The doctor can even chose to write down 06:30am if that's when he arrives to see the patient, and he is not confident that the nurse made adequate assessments at 6am to be absolutely sure that the patient was dead at 6am. This is not uncommon especially for deaths through the night when the exact time is often not known.
In your father's case, particularly when he was beginning to be breathless and distressed and was clearly near the end, what should have been initiated was a morphine, midazolam, and hyoscine continuous infusion just under the skin, with doses of each drug dependent on what exactly was the distressing issues. At one of the hospitals where I practiced, we used what is called the Liverpool Care Pathway which is a very good guidance and checklist on the management of patients at their final moments of life (which can be up to days or weeks even).
You could hopefully Google it, and I think it should be widely implemented in Malaysia if not already so. On the issue of a post-mortem, this I'm afraid I cannot comment much on as policies can vary greatly from place to place for different reasons.
Finally it is sad to see many respondents attacking the medical conduct of the doctors involved in this situation as well as attacking the practice of medicine in Malaysia, particularly the government hospitals. I will not make comparisons to the UK health system due to my current position and obligations, but I have to say that Malaysians should thank the government many times over for the standard of healthcare they receive. Some may ask why I am in the UK and have not returned to Malaysia - the reasons are personal, and is unrelated to the quality of Malaysian health care in any way.

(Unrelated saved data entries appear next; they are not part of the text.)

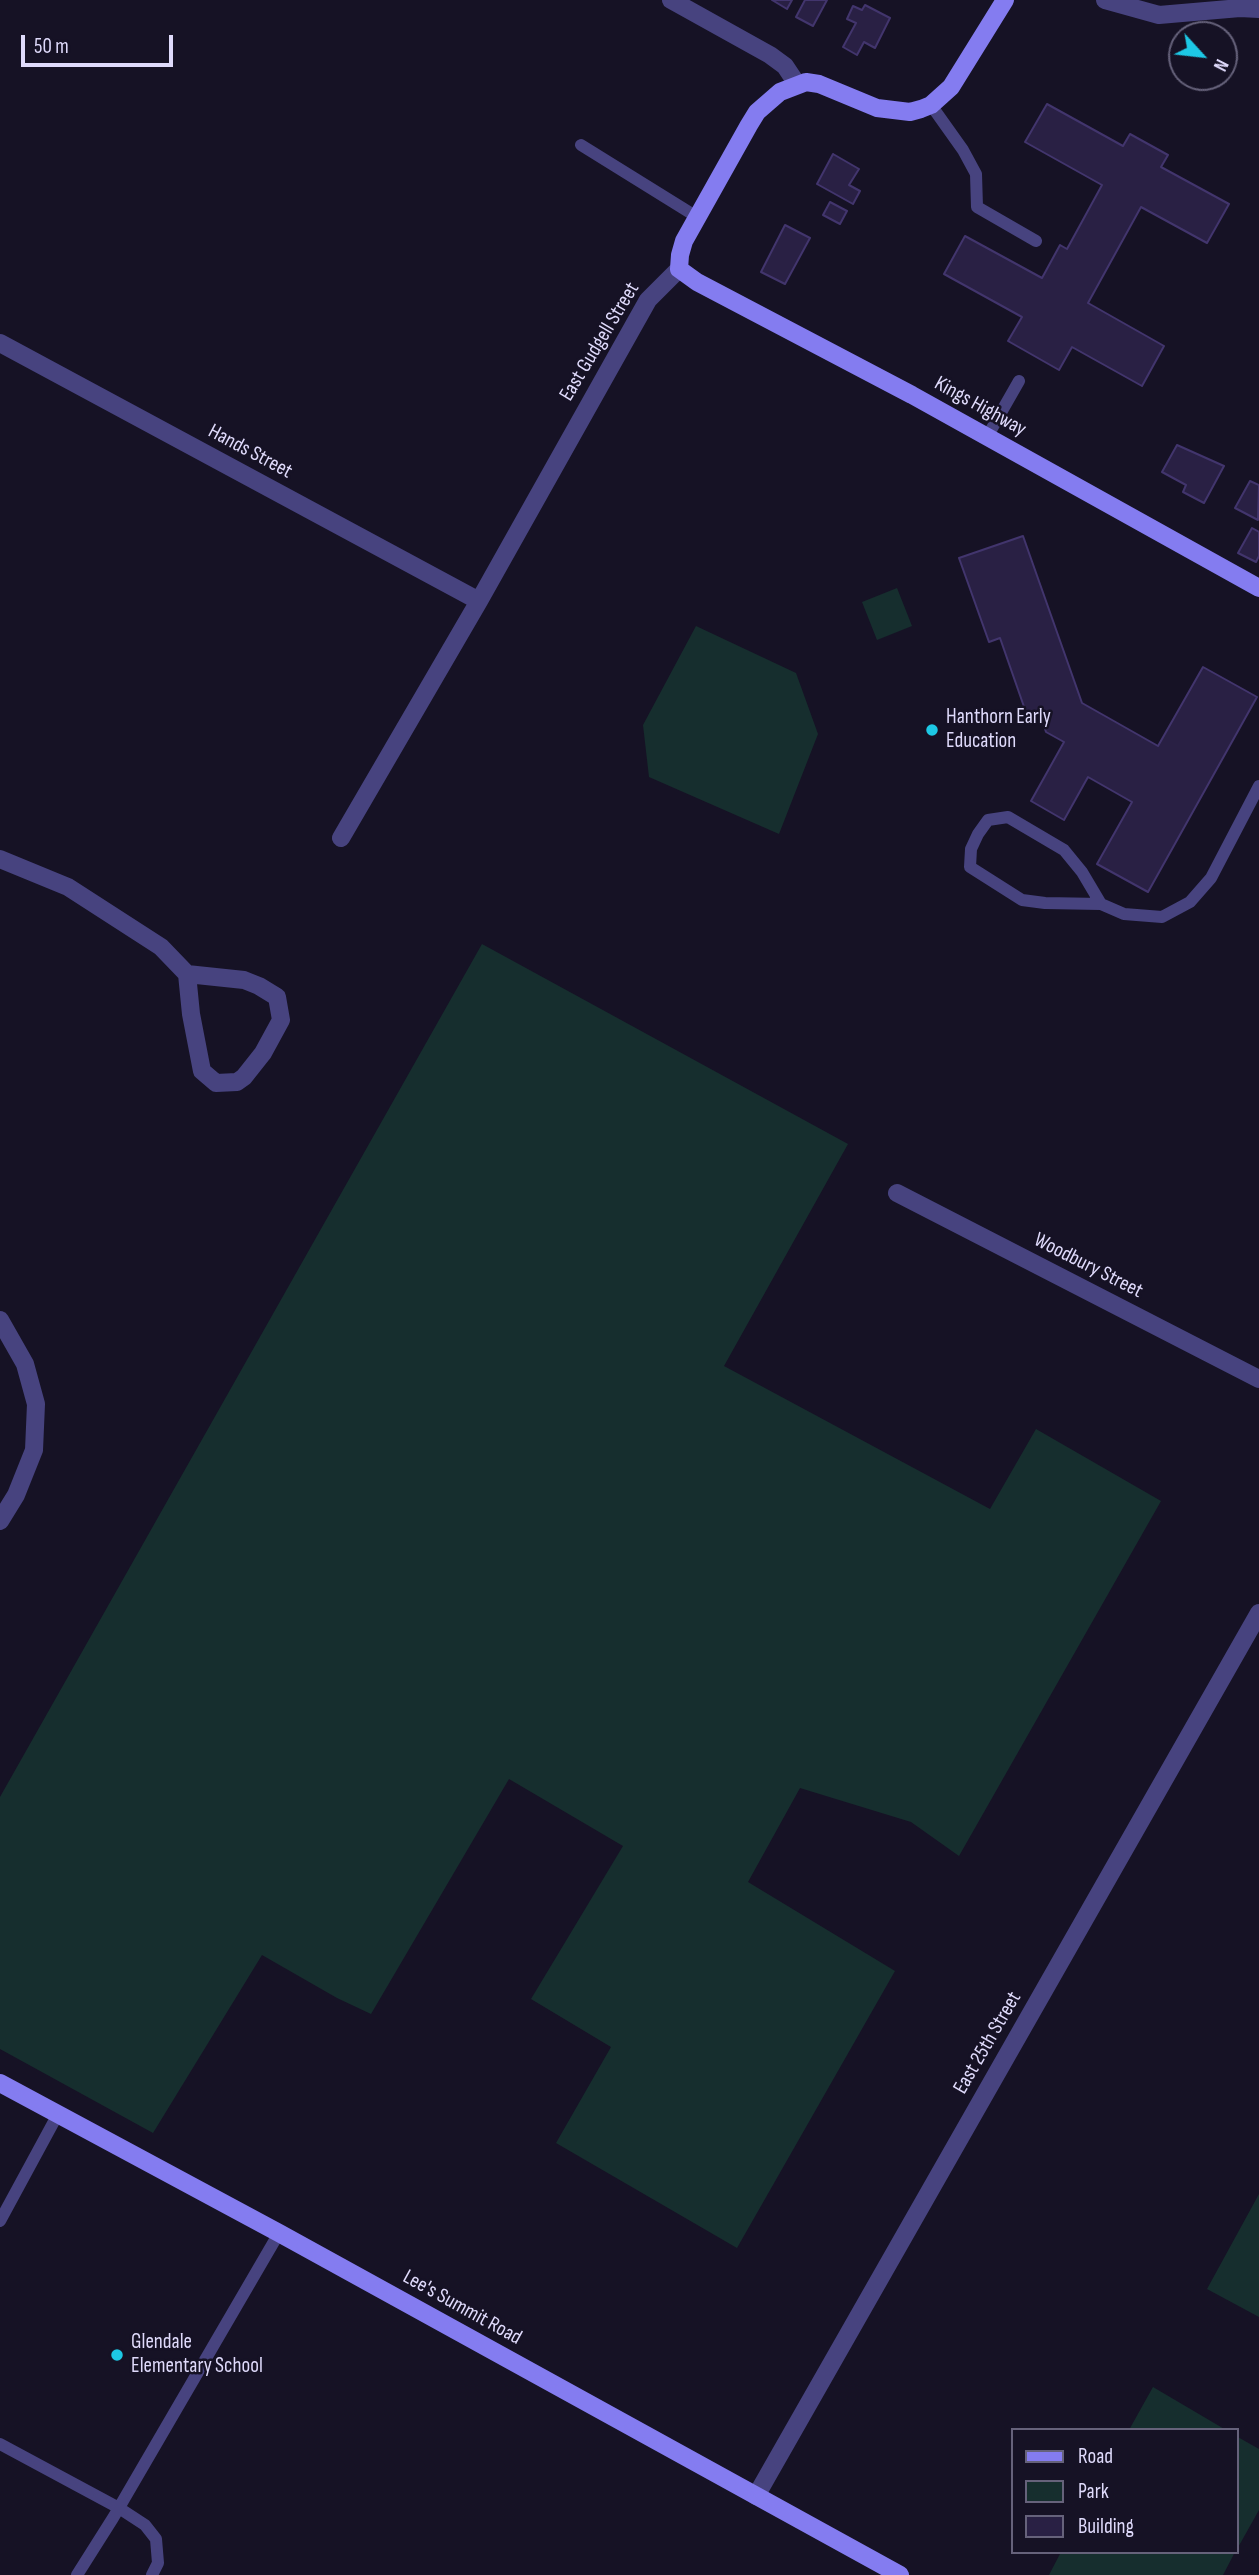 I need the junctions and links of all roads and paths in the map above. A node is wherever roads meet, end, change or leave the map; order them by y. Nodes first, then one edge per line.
1 (671, 0) edge
2 (1005, 0) edge
3 (1105, 0) edge
4 (1259, 9) edge
5 (797, 85) junction
6 (931, 105) junction
7 (581, 145) dead end
8 (697, 217) junction
9 (1036, 241) dead end
10 (679, 269) junction
11 (0, 342) edge
12 (1019, 381) dead end
13 (986, 436) junction
14 (1259, 588) edge
15 (479, 601) junction
16 (1259, 786) edge
17 (341, 838) dead end
18 (0, 859) edge
19 (1101, 904) junction
20 (187, 974) junction
21 (897, 1193) dead end
22 (0, 1320) edge
23 (1259, 1379) edge
24 (0, 1521) edge
25 (1259, 1613) edge
26 (0, 2082) edge
27 (58, 2114) junction
28 (0, 2221) edge
29 (279, 2233) junction
30 (0, 2444) edge
31 (756, 2496) junction
32 (119, 2508) junction
33 (76, 2575) edge
34 (152, 2575) edge
35 (900, 2575) edge

1 - 5 street
2 - 6 street
3 - 4 street
5 - 6 street
5 - 8 street
6 - 9 lane
7 - 8 lane
8 - 10 street
10 - 13 street, Kings Highway
10 - 15 street, East Gudgell Street
11 - 15 street, Hands Street
12 - 13 lane
13 - 14 street, Kings Highway
15 - 17 street, East Gudgell Street
16 - 19 lane
18 - 20 street
19 - 19 lane
20 - 20 street
21 - 23 street, Woodbury Street
22 - 24 street
25 - 31 street, East 25th Street
26 - 27 street, Lee's Summit Road
27 - 28 lane
27 - 29 street, Lee's Summit Road
29 - 31 street, Lee's Summit Road
29 - 32 lane
30 - 32 lane
31 - 35 street, Lee's Summit Road
32 - 33 lane
32 - 34 lane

I cannot find much fault in the medical care of your father in terms of which ward he was in, what he was allowed to eat, that he did not have a drip with fluids running, was not given inotropes, not intubated, not in CCU or ICU, and not actively resuscitated - which were all the right treatment measures. Again, I emphasize that communication is often key, and poor communication is often the cause of many misunderstandings and unhappiness, and can make a big difference in a patients management.
The most successful doctors and consultants I have come across have not been the smartest and most knowledgeable, but are often the best communicators, and I hope all doctors who are reading this, even if they ignore everything else in my response, just pay a little more attention to this aspect of their practice.
2 comments:
Should a short communications course not be part of the undergrad programme, or during intership training ?
Could the strict dichotomy of Arts and Science streams in early high school be contributary to a cold technical orientation among some Malaysian medical professionals ?
Could medical education in Malaysia, be made much more humanistic ?
Kuching.
Thanks for sharing & its eye opener on What Ifs for non medical people like me.
Now I know why my late 93yr old grandmother refuses to be hospitalised for a kidney ailment towards the last few weeks of her life. After surviving cancer for 40yrs, she chose to die of Old Age at home peacefully without medical intervention.